→ What needs to be done
Only the pictures are to be dropped, and the rest of the data should be copied exactly.

→ Material provided
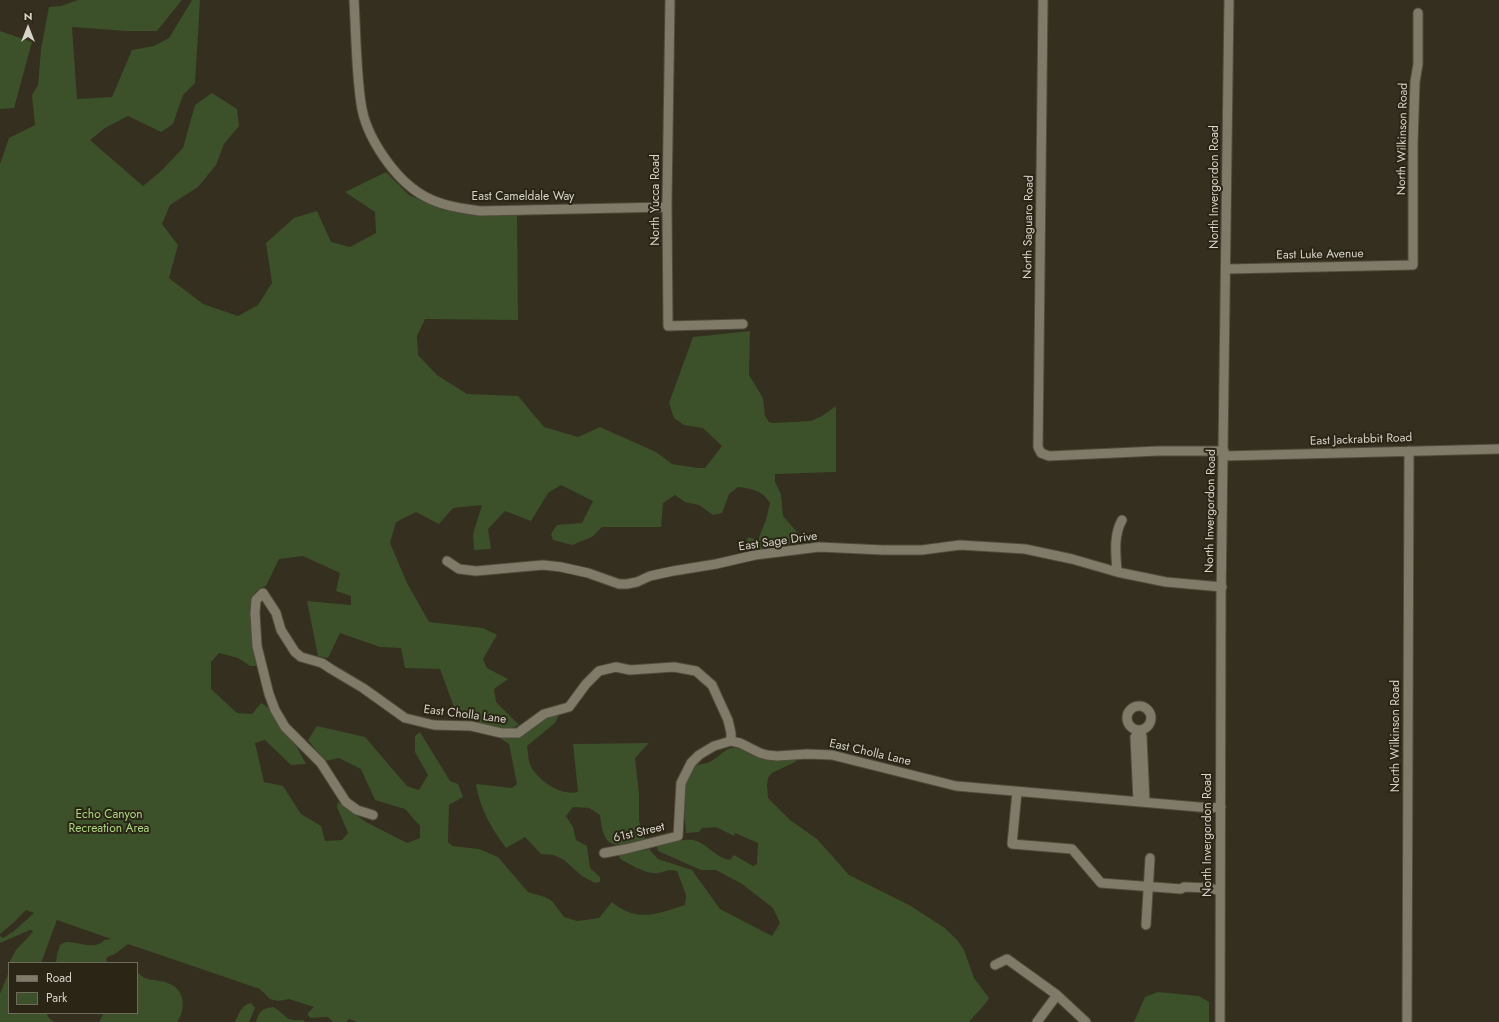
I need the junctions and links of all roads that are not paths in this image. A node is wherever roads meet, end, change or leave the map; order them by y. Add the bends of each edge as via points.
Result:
1 (354, 0) edge
2 (670, 0) edge
3 (1043, 0) edge
4 (1229, 0) edge
5 (1418, 13) dead end
6 (667, 207) junction
7 (1413, 265) joint
8 (1226, 269) junction
9 (743, 324) dead end
10 (1499, 449) edge
11 (1409, 451) junction
12 (1041, 453) joint
13 (1224, 453) junction
14 (1122, 520) dead end
15 (447, 561) dead end
16 (1117, 572) junction
17 (1222, 587) junction
18 (1139, 731) dead end
19 (731, 741) junction
20 (1017, 792) junction
21 (1142, 802) junction
22 (1221, 807) junction
23 (373, 816) dead end
24 (604, 853) dead end
25 (1150, 858) dead end
26 (1148, 887) junction
27 (1220, 891) junction
28 (1146, 925) dead end
29 (995, 965) dead end
30 (1057, 995) junction
31 (1037, 1022) edge
32 (1086, 1022) edge
33 (1220, 1022) edge
34 (1407, 1022) edge

1 - 6 street, East Cameldale Way via 361,104 368,130 382,155 401,177 424,196 451,207 480,211
2 - 6 street, North Yucca Road
3 - 12 street, North Saguaro Road via 1038,447
4 - 8 street, North Invergordon Road
5 - 7 street, North Wilkinson Road via 1413,144
6 - 9 street, North Yucca Road via 668,326
7 - 8 street, East Luke Avenue
8 - 13 street, North Invergordon Road
10 - 11 street, East Jackrabbit Road
11 - 13 street, East Jackrabbit Road
11 - 34 street, North Wilkinson Road
12 - 13 street, East Jackrabbit Road via 1049,456 1158,451
13 - 17 street, North Invergordon Road
14 - 16 street via 1116,535
15 - 16 street, East Sage Drive via 459,569 476,571 554,566 588,573 619,584 755,555 819,546 922,550 960,545 1038,551
16 - 17 street, East Sage Drive via 1166,582
17 - 22 street, North Invergordon Road
18 - 21 street via 1142,736
19 - 20 street, East Cholla Lane via 767,755 832,755 956,786
19 - 23 street, East Cholla Lane via 728,720 712,685 696,671 674,667 630,670 616,667 598,671 569,707 544,714 518,733 501,733 471,726 434,725 405,718 322,663 301,657 295,652 263,593 256,600 257,646 268,694 275,710 285,727 321,763 346,802
19 - 24 street, 61st Street via 714,746 690,763 681,783 678,836
20 - 21 street, East Cholla Lane
20 - 26 street via 1012,844 1072,849 1101,883
21 - 22 street, East Cholla Lane
22 - 27 street, North Invergordon Road
25 - 26 street
26 - 27 street via 1208,894
26 - 28 street
27 - 33 street, North Invergordon Road
29 - 30 street via 1007,959
30 - 31 street
30 - 32 street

→ Result of the exercise
I need the junctions and links of all roads that are not paths in this image. A node is wherever roads meet, end, change or leave the map; order them by y. Add the bends of each edge as via points.
Result:
1 (354, 0) edge
2 (670, 0) edge
3 (1043, 0) edge
4 (1229, 0) edge
5 (1418, 13) dead end
6 (667, 207) junction
7 (1413, 265) joint
8 (1226, 269) junction
9 (743, 324) dead end
10 (1499, 449) edge
11 (1409, 451) junction
12 (1041, 453) joint
13 (1224, 453) junction
14 (1122, 520) dead end
15 (447, 561) dead end
16 (1117, 572) junction
17 (1222, 587) junction
18 (1139, 731) dead end
19 (731, 741) junction
20 (1017, 792) junction
21 (1142, 802) junction
22 (1221, 807) junction
23 (373, 816) dead end
24 (604, 853) dead end
25 (1150, 858) dead end
26 (1148, 887) junction
27 (1220, 891) junction
28 (1146, 925) dead end
29 (995, 965) dead end
30 (1057, 995) junction
31 (1037, 1022) edge
32 (1086, 1022) edge
33 (1220, 1022) edge
34 (1407, 1022) edge

1 - 6 street, East Cameldale Way via 361,104 368,130 382,155 401,177 424,196 451,207 480,211
2 - 6 street, North Yucca Road
3 - 12 street, North Saguaro Road via 1038,447
4 - 8 street, North Invergordon Road
5 - 7 street, North Wilkinson Road via 1413,144
6 - 9 street, North Yucca Road via 668,326
7 - 8 street, East Luke Avenue
8 - 13 street, North Invergordon Road
10 - 11 street, East Jackrabbit Road
11 - 13 street, East Jackrabbit Road
11 - 34 street, North Wilkinson Road
12 - 13 street, East Jackrabbit Road via 1049,456 1158,451
13 - 17 street, North Invergordon Road
14 - 16 street via 1116,535
15 - 16 street, East Sage Drive via 459,569 476,571 554,566 588,573 619,584 755,555 819,546 922,550 960,545 1038,551
16 - 17 street, East Sage Drive via 1166,582
17 - 22 street, North Invergordon Road
18 - 21 street via 1142,736
19 - 20 street, East Cholla Lane via 767,755 832,755 956,786
19 - 23 street, East Cholla Lane via 728,720 712,685 696,671 674,667 630,670 616,667 598,671 569,707 544,714 518,733 501,733 471,726 434,725 405,718 322,663 301,657 295,652 263,593 256,600 257,646 268,694 275,710 285,727 321,763 346,802
19 - 24 street, 61st Street via 714,746 690,763 681,783 678,836
20 - 21 street, East Cholla Lane
20 - 26 street via 1012,844 1072,849 1101,883
21 - 22 street, East Cholla Lane
22 - 27 street, North Invergordon Road
25 - 26 street
26 - 27 street via 1208,894
26 - 28 street
27 - 33 street, North Invergordon Road
29 - 30 street via 1007,959
30 - 31 street
30 - 32 street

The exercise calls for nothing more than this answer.